◆ WHAT TO WORK ON ◆
An exact printout of all the entries is required.

◆ LISTED RECORDS ◆
>>>>

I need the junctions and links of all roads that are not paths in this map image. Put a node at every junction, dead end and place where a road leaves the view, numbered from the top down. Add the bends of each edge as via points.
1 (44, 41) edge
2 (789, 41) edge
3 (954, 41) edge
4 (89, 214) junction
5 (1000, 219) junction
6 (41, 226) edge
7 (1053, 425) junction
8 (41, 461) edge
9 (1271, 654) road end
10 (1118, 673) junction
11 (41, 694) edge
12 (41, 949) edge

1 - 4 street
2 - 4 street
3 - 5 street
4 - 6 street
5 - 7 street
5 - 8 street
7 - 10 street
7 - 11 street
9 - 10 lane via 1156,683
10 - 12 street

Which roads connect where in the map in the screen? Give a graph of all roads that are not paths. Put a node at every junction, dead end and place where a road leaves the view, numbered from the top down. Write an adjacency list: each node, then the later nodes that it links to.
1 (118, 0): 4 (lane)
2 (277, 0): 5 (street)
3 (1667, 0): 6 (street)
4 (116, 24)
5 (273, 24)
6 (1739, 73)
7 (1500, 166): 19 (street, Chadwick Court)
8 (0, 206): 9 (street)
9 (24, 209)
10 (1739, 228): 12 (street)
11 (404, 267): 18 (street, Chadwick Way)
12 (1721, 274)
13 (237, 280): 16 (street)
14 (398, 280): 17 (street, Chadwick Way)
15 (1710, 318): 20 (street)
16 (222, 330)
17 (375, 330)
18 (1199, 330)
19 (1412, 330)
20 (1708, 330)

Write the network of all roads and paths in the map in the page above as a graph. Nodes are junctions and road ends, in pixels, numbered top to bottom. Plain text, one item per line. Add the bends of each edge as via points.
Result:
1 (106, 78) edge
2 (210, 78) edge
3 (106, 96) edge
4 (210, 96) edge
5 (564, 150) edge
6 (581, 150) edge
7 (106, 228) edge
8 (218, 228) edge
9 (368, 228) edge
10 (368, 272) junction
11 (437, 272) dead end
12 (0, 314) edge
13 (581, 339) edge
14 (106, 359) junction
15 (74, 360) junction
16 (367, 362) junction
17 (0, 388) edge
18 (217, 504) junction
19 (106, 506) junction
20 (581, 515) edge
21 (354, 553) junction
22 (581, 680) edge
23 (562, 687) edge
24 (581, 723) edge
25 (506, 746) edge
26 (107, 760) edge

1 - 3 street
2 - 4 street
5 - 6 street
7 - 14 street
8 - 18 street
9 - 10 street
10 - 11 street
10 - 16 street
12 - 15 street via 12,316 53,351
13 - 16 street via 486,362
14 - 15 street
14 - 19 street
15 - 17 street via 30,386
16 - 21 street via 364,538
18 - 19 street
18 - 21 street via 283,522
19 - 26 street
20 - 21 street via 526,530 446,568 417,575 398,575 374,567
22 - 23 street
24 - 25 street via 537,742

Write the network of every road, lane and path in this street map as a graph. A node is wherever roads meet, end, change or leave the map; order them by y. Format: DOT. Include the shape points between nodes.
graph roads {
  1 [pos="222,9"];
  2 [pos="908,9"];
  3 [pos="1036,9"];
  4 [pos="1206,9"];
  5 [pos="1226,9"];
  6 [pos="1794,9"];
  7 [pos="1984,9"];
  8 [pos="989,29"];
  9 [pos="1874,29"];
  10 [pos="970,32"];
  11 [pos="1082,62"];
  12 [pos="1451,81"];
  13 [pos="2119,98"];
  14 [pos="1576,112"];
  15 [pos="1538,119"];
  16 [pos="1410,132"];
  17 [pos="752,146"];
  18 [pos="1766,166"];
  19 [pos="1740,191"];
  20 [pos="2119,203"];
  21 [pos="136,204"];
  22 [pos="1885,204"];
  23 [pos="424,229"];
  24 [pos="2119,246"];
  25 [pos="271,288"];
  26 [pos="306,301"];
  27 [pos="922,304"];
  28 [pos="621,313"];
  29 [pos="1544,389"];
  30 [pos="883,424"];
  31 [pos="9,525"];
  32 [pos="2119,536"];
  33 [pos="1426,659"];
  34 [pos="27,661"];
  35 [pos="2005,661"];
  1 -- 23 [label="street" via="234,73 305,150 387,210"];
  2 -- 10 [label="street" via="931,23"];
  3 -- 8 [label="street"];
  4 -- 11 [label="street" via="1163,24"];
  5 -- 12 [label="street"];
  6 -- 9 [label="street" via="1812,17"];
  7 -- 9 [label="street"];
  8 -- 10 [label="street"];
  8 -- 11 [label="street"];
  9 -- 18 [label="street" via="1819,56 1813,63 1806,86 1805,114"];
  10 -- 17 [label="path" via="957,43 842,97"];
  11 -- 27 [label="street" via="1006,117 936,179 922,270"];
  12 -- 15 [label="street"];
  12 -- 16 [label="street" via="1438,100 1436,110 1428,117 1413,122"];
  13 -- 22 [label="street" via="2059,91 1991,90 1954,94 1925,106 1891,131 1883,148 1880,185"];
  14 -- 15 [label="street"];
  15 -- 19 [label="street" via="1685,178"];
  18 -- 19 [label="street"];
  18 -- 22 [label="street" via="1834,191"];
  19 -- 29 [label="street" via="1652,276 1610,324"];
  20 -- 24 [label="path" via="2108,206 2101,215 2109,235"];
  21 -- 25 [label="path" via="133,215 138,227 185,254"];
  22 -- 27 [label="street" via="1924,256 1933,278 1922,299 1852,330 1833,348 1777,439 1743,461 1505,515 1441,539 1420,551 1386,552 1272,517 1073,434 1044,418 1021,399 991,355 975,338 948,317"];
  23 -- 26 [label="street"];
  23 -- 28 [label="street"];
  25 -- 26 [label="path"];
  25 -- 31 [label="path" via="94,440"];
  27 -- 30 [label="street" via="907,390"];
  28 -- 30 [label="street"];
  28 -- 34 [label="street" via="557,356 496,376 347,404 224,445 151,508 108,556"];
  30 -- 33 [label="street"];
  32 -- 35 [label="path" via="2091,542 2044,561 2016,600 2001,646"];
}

<<<<

◆ SOLUTION TO THE EXERCISE ◆
I need the junctions and links of all roads that are not paths in this map image. Put a node at every junction, dead end and place where a road leaves the view, numbered from the top down. Add the bends of each edge as via points.
1 (44, 41) edge
2 (789, 41) edge
3 (954, 41) edge
4 (89, 214) junction
5 (1000, 219) junction
6 (41, 226) edge
7 (1053, 425) junction
8 (41, 461) edge
9 (1271, 654) road end
10 (1118, 673) junction
11 (41, 694) edge
12 (41, 949) edge

1 - 4 street
2 - 4 street
3 - 5 street
4 - 6 street
5 - 7 street
5 - 8 street
7 - 10 street
7 - 11 street
9 - 10 lane via 1156,683
10 - 12 street

Which roads connect where in the map in the screen? Give a graph of all roads that are not paths. Put a node at every junction, dead end and place where a road leaves the view, numbered from the top down. Write an adjacency list: each node, then the later nodes that it links to.
1 (118, 0): 4 (lane)
2 (277, 0): 5 (street)
3 (1667, 0): 6 (street)
4 (116, 24)
5 (273, 24)
6 (1739, 73)
7 (1500, 166): 19 (street, Chadwick Court)
8 (0, 206): 9 (street)
9 (24, 209)
10 (1739, 228): 12 (street)
11 (404, 267): 18 (street, Chadwick Way)
12 (1721, 274)
13 (237, 280): 16 (street)
14 (398, 280): 17 (street, Chadwick Way)
15 (1710, 318): 20 (street)
16 (222, 330)
17 (375, 330)
18 (1199, 330)
19 (1412, 330)
20 (1708, 330)

Write the network of all roads and paths in the map in the page above as a graph. Nodes are junctions and road ends, in pixels, numbered top to bottom. Plain text, one item per line. Add the bends of each edge as via points.
Result:
1 (106, 78) edge
2 (210, 78) edge
3 (106, 96) edge
4 (210, 96) edge
5 (564, 150) edge
6 (581, 150) edge
7 (106, 228) edge
8 (218, 228) edge
9 (368, 228) edge
10 (368, 272) junction
11 (437, 272) dead end
12 (0, 314) edge
13 (581, 339) edge
14 (106, 359) junction
15 (74, 360) junction
16 (367, 362) junction
17 (0, 388) edge
18 (217, 504) junction
19 (106, 506) junction
20 (581, 515) edge
21 (354, 553) junction
22 (581, 680) edge
23 (562, 687) edge
24 (581, 723) edge
25 (506, 746) edge
26 (107, 760) edge

1 - 3 street
2 - 4 street
5 - 6 street
7 - 14 street
8 - 18 street
9 - 10 street
10 - 11 street
10 - 16 street
12 - 15 street via 12,316 53,351
13 - 16 street via 486,362
14 - 15 street
14 - 19 street
15 - 17 street via 30,386
16 - 21 street via 364,538
18 - 19 street
18 - 21 street via 283,522
19 - 26 street
20 - 21 street via 526,530 446,568 417,575 398,575 374,567
22 - 23 street
24 - 25 street via 537,742

Write the network of every road, lane and path in this street map as a graph. A node is wherever roads meet, end, change or leave the map; order them by y. Format: DOT. Include the shape points between nodes.
graph roads {
  1 [pos="222,9"];
  2 [pos="908,9"];
  3 [pos="1036,9"];
  4 [pos="1206,9"];
  5 [pos="1226,9"];
  6 [pos="1794,9"];
  7 [pos="1984,9"];
  8 [pos="989,29"];
  9 [pos="1874,29"];
  10 [pos="970,32"];
  11 [pos="1082,62"];
  12 [pos="1451,81"];
  13 [pos="2119,98"];
  14 [pos="1576,112"];
  15 [pos="1538,119"];
  16 [pos="1410,132"];
  17 [pos="752,146"];
  18 [pos="1766,166"];
  19 [pos="1740,191"];
  20 [pos="2119,203"];
  21 [pos="136,204"];
  22 [pos="1885,204"];
  23 [pos="424,229"];
  24 [pos="2119,246"];
  25 [pos="271,288"];
  26 [pos="306,301"];
  27 [pos="922,304"];
  28 [pos="621,313"];
  29 [pos="1544,389"];
  30 [pos="883,424"];
  31 [pos="9,525"];
  32 [pos="2119,536"];
  33 [pos="1426,659"];
  34 [pos="27,661"];
  35 [pos="2005,661"];
  1 -- 23 [label="street" via="234,73 305,150 387,210"];
  2 -- 10 [label="street" via="931,23"];
  3 -- 8 [label="street"];
  4 -- 11 [label="street" via="1163,24"];
  5 -- 12 [label="street"];
  6 -- 9 [label="street" via="1812,17"];
  7 -- 9 [label="street"];
  8 -- 10 [label="street"];
  8 -- 11 [label="street"];
  9 -- 18 [label="street" via="1819,56 1813,63 1806,86 1805,114"];
  10 -- 17 [label="path" via="957,43 842,97"];
  11 -- 27 [label="street" via="1006,117 936,179 922,270"];
  12 -- 15 [label="street"];
  12 -- 16 [label="street" via="1438,100 1436,110 1428,117 1413,122"];
  13 -- 22 [label="street" via="2059,91 1991,90 1954,94 1925,106 1891,131 1883,148 1880,185"];
  14 -- 15 [label="street"];
  15 -- 19 [label="street" via="1685,178"];
  18 -- 19 [label="street"];
  18 -- 22 [label="street" via="1834,191"];
  19 -- 29 [label="street" via="1652,276 1610,324"];
  20 -- 24 [label="path" via="2108,206 2101,215 2109,235"];
  21 -- 25 [label="path" via="133,215 138,227 185,254"];
  22 -- 27 [label="street" via="1924,256 1933,278 1922,299 1852,330 1833,348 1777,439 1743,461 1505,515 1441,539 1420,551 1386,552 1272,517 1073,434 1044,418 1021,399 991,355 975,338 948,317"];
  23 -- 26 [label="street"];
  23 -- 28 [label="street"];
  25 -- 26 [label="path"];
  25 -- 31 [label="path" via="94,440"];
  27 -- 30 [label="street" via="907,390"];
  28 -- 30 [label="street"];
  28 -- 34 [label="street" via="557,356 496,376 347,404 224,445 151,508 108,556"];
  30 -- 33 [label="street"];
  32 -- 35 [label="path" via="2091,542 2044,561 2016,600 2001,646"];
}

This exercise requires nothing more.